**RECORDS FOR THIS TASK**
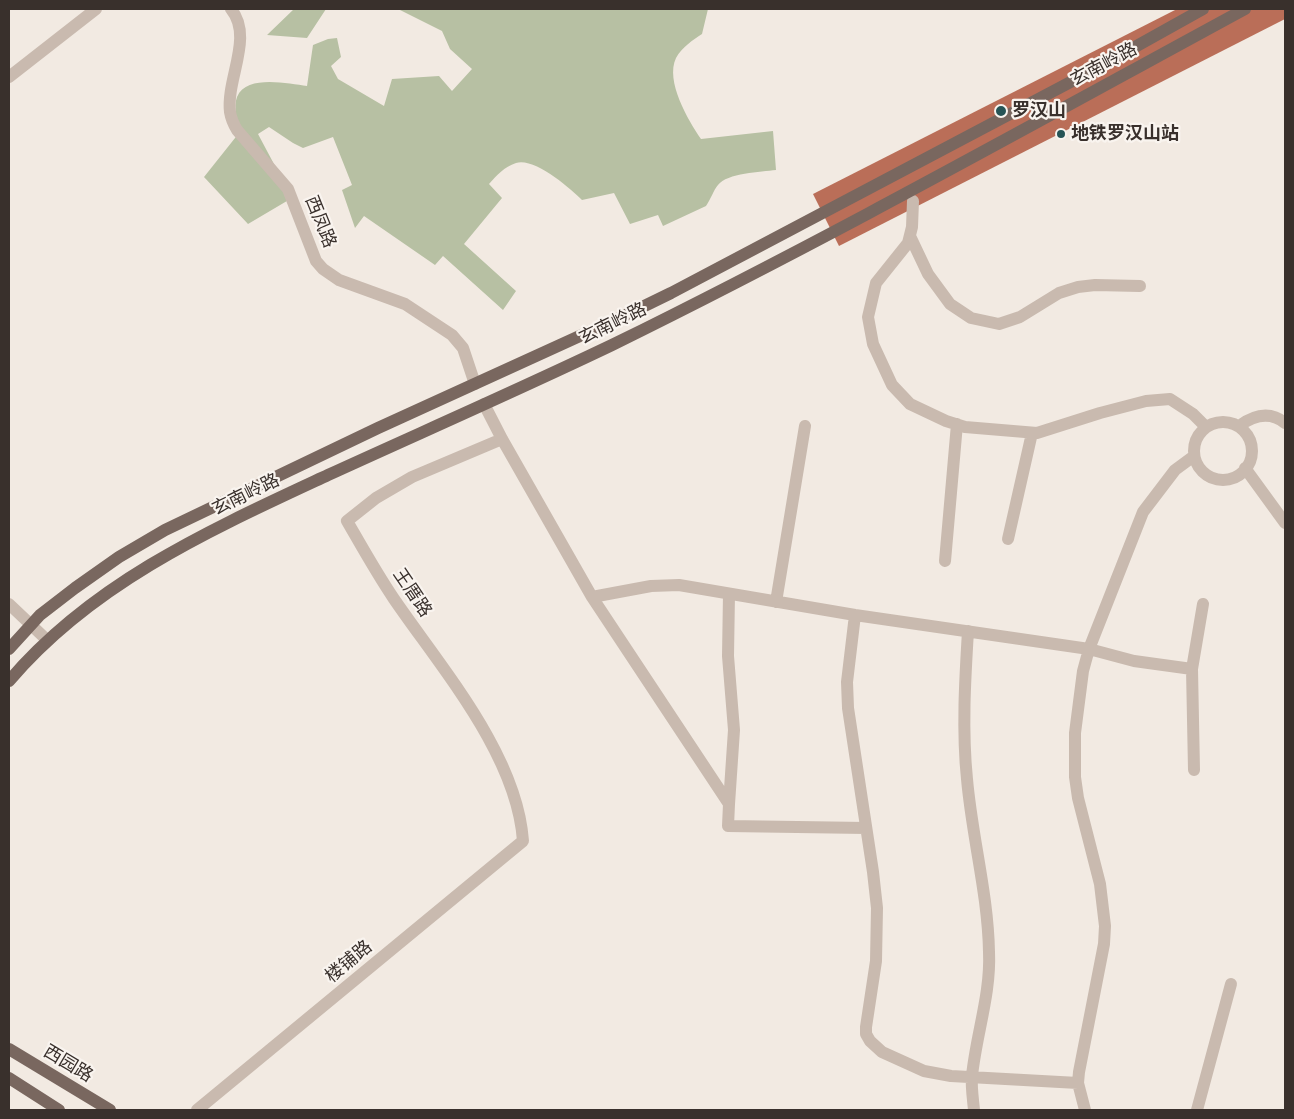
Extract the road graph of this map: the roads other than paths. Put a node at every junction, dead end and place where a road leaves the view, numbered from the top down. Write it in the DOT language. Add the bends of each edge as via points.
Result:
graph roads {
  1 [pos="96,9"];
  2 [pos="232,9"];
  3 [pos="1203,9"];
  4 [pos="1245,9"];
  5 [pos="9,77"];
  6 [pos="912,201"];
  7 [pos="910,236"];
  8 [pos="1140,286"];
  9 [pos="475,384"];
  10 [pos="484,404"];
  11 [pos="1285,423"];
  12 [pos="956,424"];
  13 [pos="804,426"];
  14 [pos="1239,426"];
  15 [pos="1206,427"];
  16 [pos="1032,433"];
  17 [pos="502,439"];
  18 [pos="1194,456"];
  19 [pos="1245,468"];
  20 [pos="1285,523"];
  21 [pos="1008,539"];
  22 [pos="945,562"];
  23 [pos="729,594"];
  24 [pos="592,597"];
  25 [pos="776,602"];
  26 [pos="9,604"];
  27 [pos="1203,604"];
  28 [pos="855,615"];
  29 [pos="31,625"];
  30 [pos="968,631"];
  31 [pos="47,640"];
  32 [pos="9,649"];
  33 [pos="1090,649"];
  34 [pos="1192,669"];
  35 [pos="9,681"];
  36 [pos="1194,770"];
  37 [pos="729,804"];
  38 [pos="866,828"];
  39 [pos="523,841"];
  40 [pos="1231,984"];
  41 [pos="9,1048"];
  42 [pos="972,1076"];
  43 [pos="9,1078"];
  44 [pos="1078,1083"];
  45 [pos="59,1110"];
  46 [pos="110,1110"];
  47 [pos="198,1110"];
  48 [pos="974,1110"];
  49 [pos="1085,1110"];
  50 [pos="1197,1110"];
  1 -- 5 [label="street"];
  2 -- 9 [label="street, 西凤路" via="239,21 241,34 230,102 232,119 237,130 288,189 316,261 339,280 405,304 452,334 463,348"];
  3 -- 9 [label="main road, 玄南岭路" via="759,247 628,314"];
  4 -- 10 [label="main road, 玄南岭路" via="769,266"];
  6 -- 7 [label="street"];
  7 -- 8 [label="street" via="928,274 950,304 971,318 999,324 1020,317 1059,293 1078,287"];
  7 -- 12 [label="street" via="876,283 868,317 873,344 892,385 910,404"];
  9 -- 29 [label="main road, 玄南岭路" via="182,521 75,588"];
  10 -- 17 [label="street"];
  10 -- 31 [label="main road, 玄南岭路" via="268,503 155,561 96,599"];
  11 -- 14 [label="street" via="1270,416 1258,416"];
  12 -- 16 [label="street"];
  12 -- 22 [label="street"];
  13 -- 25 [label="street"];
  14 -- 15 [label="street" via="1225,421"];
  14 -- 19 [label="street" via="1250,441 1252,452"];
  15 -- 16 [label="street" via="1170,399 1146,401"];
  15 -- 18 [label="street" via="1195,441"];
  16 -- 21 [label="street"];
  17 -- 24 [label="street"];
  17 -- 39 [label="street, 王厝路" via="412,477 376,498 346,522 486,735 514,794"];
  18 -- 19 [label="street" via="1204,473 1216,479 1227,480"];
  18 -- 33 [label="street" via="1175,470 1143,512"];
  19 -- 20 [label="street"];
  23 -- 24 [label="street" via="665,584"];
  23 -- 25 [label="street"];
  23 -- 37 [label="street" via="728,656 734,730"];
  24 -- 37 [label="street"];
  25 -- 28 [label="street"];
  26 -- 29 [label="street"];
  27 -- 34 [label="street"];
  28 -- 30 [label="street"];
  28 -- 38 [label="street" via="847,696"];
  29 -- 31 [label="street"];
  29 -- 32 [label="main road, 玄南岭路"];
  30 -- 33 [label="street"];
  30 -- 42 [label="street" via="964,691 965,756 990,955"];
  31 -- 35 [label="main road, 玄南岭路"];
  33 -- 34 [label="street" via="1134,661"];
  33 -- 44 [label="street" via="1080,689 1074,756 1078,798 1100,884 1106,926"];
  34 -- 36 [label="street"];
  37 -- 38 [label="street" via="728,826"];
  38 -- 42 [label="street" via="878,926 866,1034 882,1052 913,1067 937,1074"];
  39 -- 47 [label="street, 楼铺路"];
  40 -- 50 [label="street"];
  41 -- 46 [label="main road, 西园路"];
  42 -- 44 [label="street"];
  42 -- 48 [label="street"];
  43 -- 45 [label="main road"];
  44 -- 49 [label="street"];
}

**TASK REQUIREMENTS**
Copy out the entries above in full and exactly, skipping every picture.

**WRITTEN RESPONSE**
Extract the road graph of this map: the roads other than paths. Put a node at every junction, dead end and place where a road leaves the view, numbered from the top down. Write it in the DOT language. Add the bends of each edge as via points.
Result:
graph roads {
  1 [pos="96,9"];
  2 [pos="232,9"];
  3 [pos="1203,9"];
  4 [pos="1245,9"];
  5 [pos="9,77"];
  6 [pos="912,201"];
  7 [pos="910,236"];
  8 [pos="1140,286"];
  9 [pos="475,384"];
  10 [pos="484,404"];
  11 [pos="1285,423"];
  12 [pos="956,424"];
  13 [pos="804,426"];
  14 [pos="1239,426"];
  15 [pos="1206,427"];
  16 [pos="1032,433"];
  17 [pos="502,439"];
  18 [pos="1194,456"];
  19 [pos="1245,468"];
  20 [pos="1285,523"];
  21 [pos="1008,539"];
  22 [pos="945,562"];
  23 [pos="729,594"];
  24 [pos="592,597"];
  25 [pos="776,602"];
  26 [pos="9,604"];
  27 [pos="1203,604"];
  28 [pos="855,615"];
  29 [pos="31,625"];
  30 [pos="968,631"];
  31 [pos="47,640"];
  32 [pos="9,649"];
  33 [pos="1090,649"];
  34 [pos="1192,669"];
  35 [pos="9,681"];
  36 [pos="1194,770"];
  37 [pos="729,804"];
  38 [pos="866,828"];
  39 [pos="523,841"];
  40 [pos="1231,984"];
  41 [pos="9,1048"];
  42 [pos="972,1076"];
  43 [pos="9,1078"];
  44 [pos="1078,1083"];
  45 [pos="59,1110"];
  46 [pos="110,1110"];
  47 [pos="198,1110"];
  48 [pos="974,1110"];
  49 [pos="1085,1110"];
  50 [pos="1197,1110"];
  1 -- 5 [label="street"];
  2 -- 9 [label="street, 西凤路" via="239,21 241,34 230,102 232,119 237,130 288,189 316,261 339,280 405,304 452,334 463,348"];
  3 -- 9 [label="main road, 玄南岭路" via="759,247 628,314"];
  4 -- 10 [label="main road, 玄南岭路" via="769,266"];
  6 -- 7 [label="street"];
  7 -- 8 [label="street" via="928,274 950,304 971,318 999,324 1020,317 1059,293 1078,287"];
  7 -- 12 [label="street" via="876,283 868,317 873,344 892,385 910,404"];
  9 -- 29 [label="main road, 玄南岭路" via="182,521 75,588"];
  10 -- 17 [label="street"];
  10 -- 31 [label="main road, 玄南岭路" via="268,503 155,561 96,599"];
  11 -- 14 [label="street" via="1270,416 1258,416"];
  12 -- 16 [label="street"];
  12 -- 22 [label="street"];
  13 -- 25 [label="street"];
  14 -- 15 [label="street" via="1225,421"];
  14 -- 19 [label="street" via="1250,441 1252,452"];
  15 -- 16 [label="street" via="1170,399 1146,401"];
  15 -- 18 [label="street" via="1195,441"];
  16 -- 21 [label="street"];
  17 -- 24 [label="street"];
  17 -- 39 [label="street, 王厝路" via="412,477 376,498 346,522 486,735 514,794"];
  18 -- 19 [label="street" via="1204,473 1216,479 1227,480"];
  18 -- 33 [label="street" via="1175,470 1143,512"];
  19 -- 20 [label="street"];
  23 -- 24 [label="street" via="665,584"];
  23 -- 25 [label="street"];
  23 -- 37 [label="street" via="728,656 734,730"];
  24 -- 37 [label="street"];
  25 -- 28 [label="street"];
  26 -- 29 [label="street"];
  27 -- 34 [label="street"];
  28 -- 30 [label="street"];
  28 -- 38 [label="street" via="847,696"];
  29 -- 31 [label="street"];
  29 -- 32 [label="main road, 玄南岭路"];
  30 -- 33 [label="street"];
  30 -- 42 [label="street" via="964,691 965,756 990,955"];
  31 -- 35 [label="main road, 玄南岭路"];
  33 -- 34 [label="street" via="1134,661"];
  33 -- 44 [label="street" via="1080,689 1074,756 1078,798 1100,884 1106,926"];
  34 -- 36 [label="street"];
  37 -- 38 [label="street" via="728,826"];
  38 -- 42 [label="street" via="878,926 866,1034 882,1052 913,1067 937,1074"];
  39 -- 47 [label="street, 楼铺路"];
  40 -- 50 [label="street"];
  41 -- 46 [label="main road, 西园路"];
  42 -- 44 [label="street"];
  42 -- 48 [label="street"];
  43 -- 45 [label="main road"];
  44 -- 49 [label="street"];
}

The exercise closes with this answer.